Non posso fare a meno di pensare alla reazione offesa, quasi violenta che una delle più care sorelle metodiste ebbe alla notizia che avrei assunto, in qualità di diacona in prova, la direzione del Centro diaconale «La Noce». Si tratta di una sorella del cui affetto sincero non potevo dubitare e le domandai dunque subito conto e ragione di quella contrarietà: «Ecco – mi rispose – ti abbiamo persa, adesso in chiesa non ti vedremo più!». Oggi ricordando quei momenti ne ridiamo insieme, perché non solo in chiesa hanno continuato a vedermi (anche troppo!), ma il mio impegno nella comunità si è felicemente arricchito in ambiti ai quali non avrei mai pensato prima, ad esempio come monitrice della nostra «colorata» scuola domenicale.

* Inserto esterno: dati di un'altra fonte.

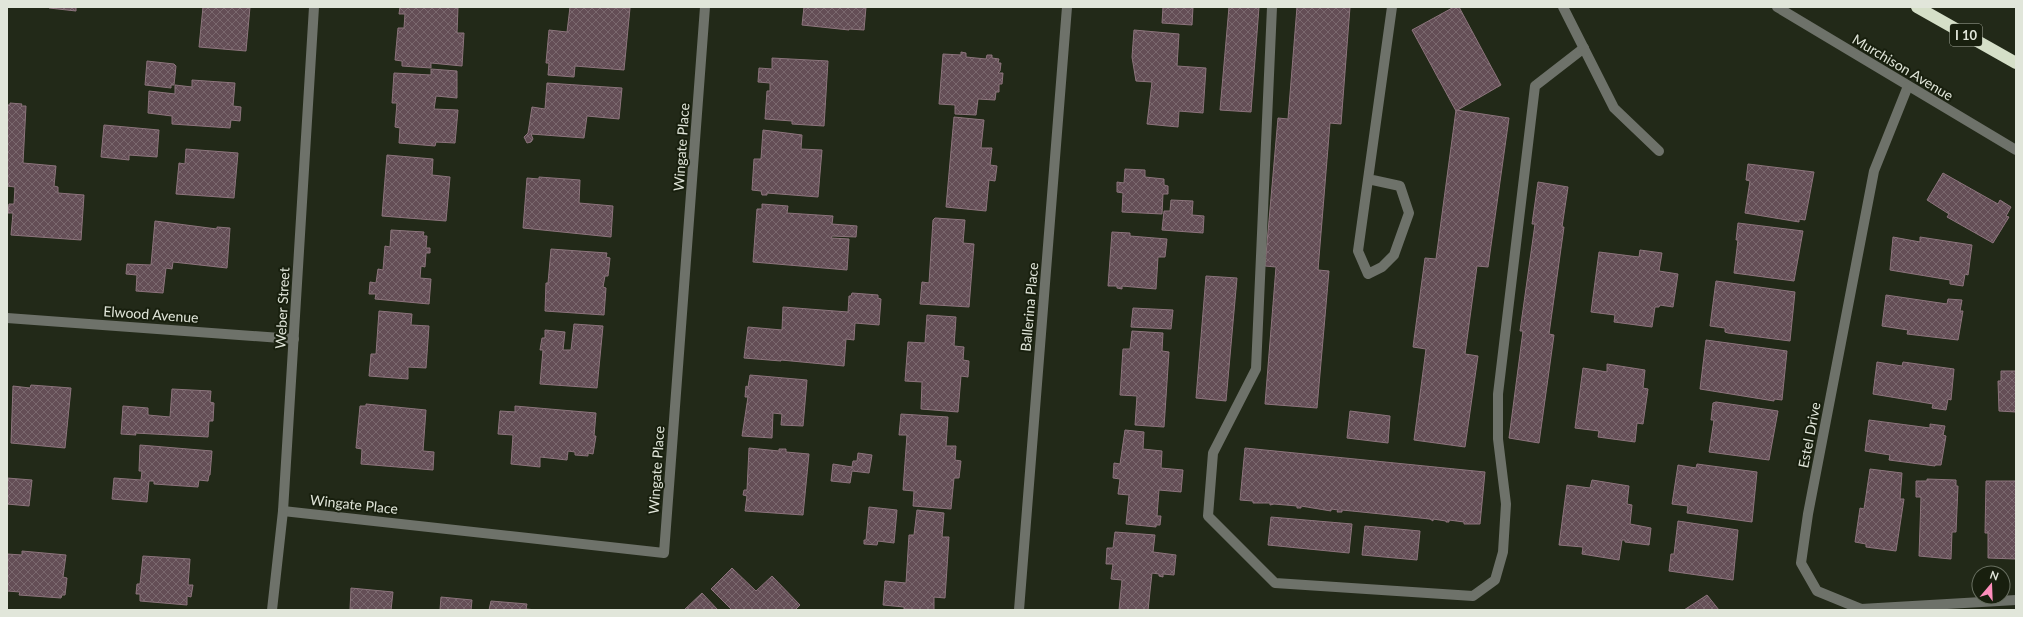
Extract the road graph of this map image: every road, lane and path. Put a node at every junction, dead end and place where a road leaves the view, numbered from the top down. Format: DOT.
graph roads {
  1 [pos="314,7"];
  2 [pos="705,7"];
  3 [pos="1067,7"];
  4 [pos="1272,7"];
  5 [pos="1392,7"];
  6 [pos="1563,7"];
  7 [pos="1777,7"];
  8 [pos="1917,7"];
  9 [pos="1584,48"];
  10 [pos="2016,63"];
  11 [pos="1908,86"];
  12 [pos="2016,150"];
  13 [pos="1659,151"];
  14 [pos="1368,179"];
  15 [pos="7,318"];
  16 [pos="294,339"];
  17 [pos="283,510"];
  18 [pos="2016,600"];
  19 [pos="272,610"];
  20 [pos="1019,610"];
  1 -- 16 [label="street, Weber Street"];
  2 -- 17 [label="street, Wingate Place"];
  3 -- 20 [label="street, Ballerina Place"];
  4 -- 9 [label="street"];
  5 -- 14 [label="street"];
  6 -- 9 [label="street"];
  7 -- 11 [label="street, Murchison Avenue"];
  8 -- 10 [label="highway, I 10"];
  9 -- 13 [label="street"];
  11 -- 12 [label="street, Murchison Avenue"];
  11 -- 18 [label="street, Estel Drive"];
  14 -- 14 [label="street"];
  15 -- 16 [label="street, Elwood Avenue"];
  16 -- 17 [label="street, Weber Street"];
  17 -- 19 [label="street, Weber Street"];
}
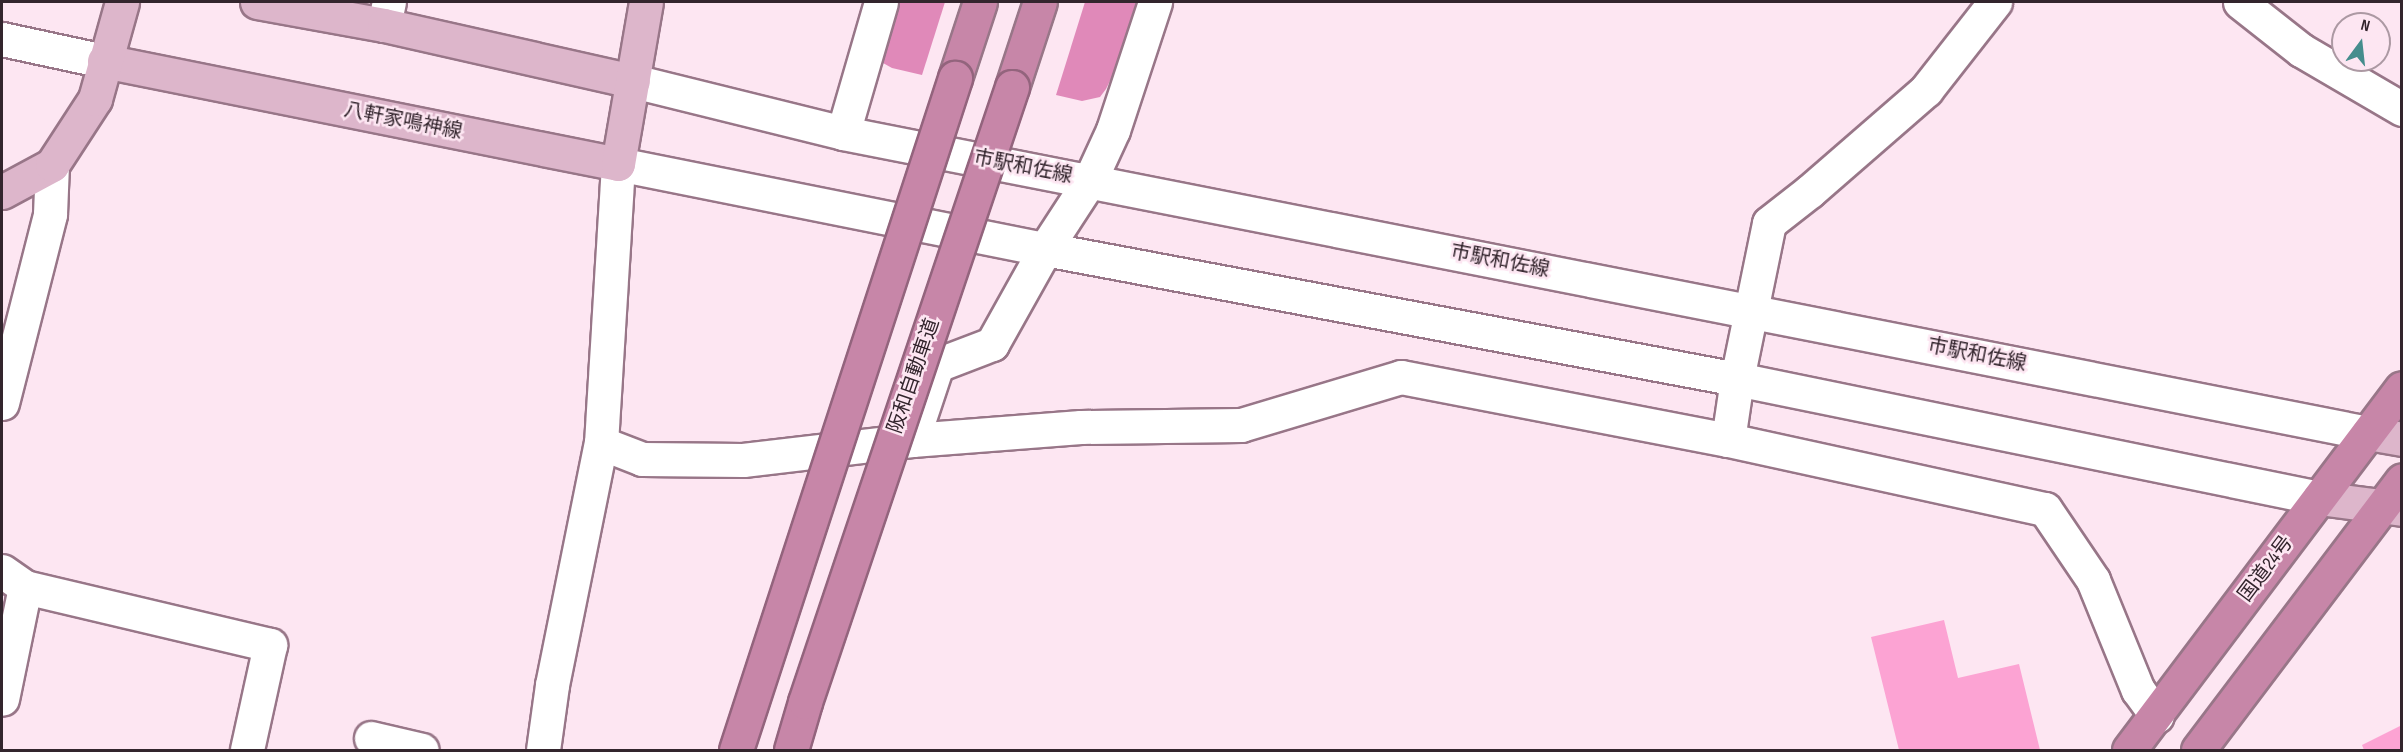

Quell’episodio mi è però rimasto impresso nella memoria in quanto emblematico del senso di distacco e di «estraneità» che molti membri di chiesa, anche fra i più impegnati, avvertono nei confronti degli istituti diaconali. Una contraddizione in termini, per chi crede profondamente nella diaconia come espressione della stessa testimonianza della chiesa. Cancellare quel senso di distacco è stato sin dall’inizio uno dei miei principali obiettivi. Ho sognato da subito un centro aperto: aperto al difficilissimo quartiere (Noce appunto) di Palermo all’interno del quale costituisce una sorprendente oasi che non deve mai trasformarsi in «fortezza», e vissuto dai fratelli e dalle sorelle della chiese palermitane come uno strumento comune per «cercare il bene della città», un luogo in cui ci si sente «a casa». Questo sogno intendo continuare a coltivarlo con pazienza, invocando l’aiuto del Signore e il sostegno di tutti i fratelli e le sorelle con i quali il Signore mi darà la gioia di condividere la speranza del suo Regno, a Palermo come in qualsiasi altra parte del paese in cui sarò chiamata a servire.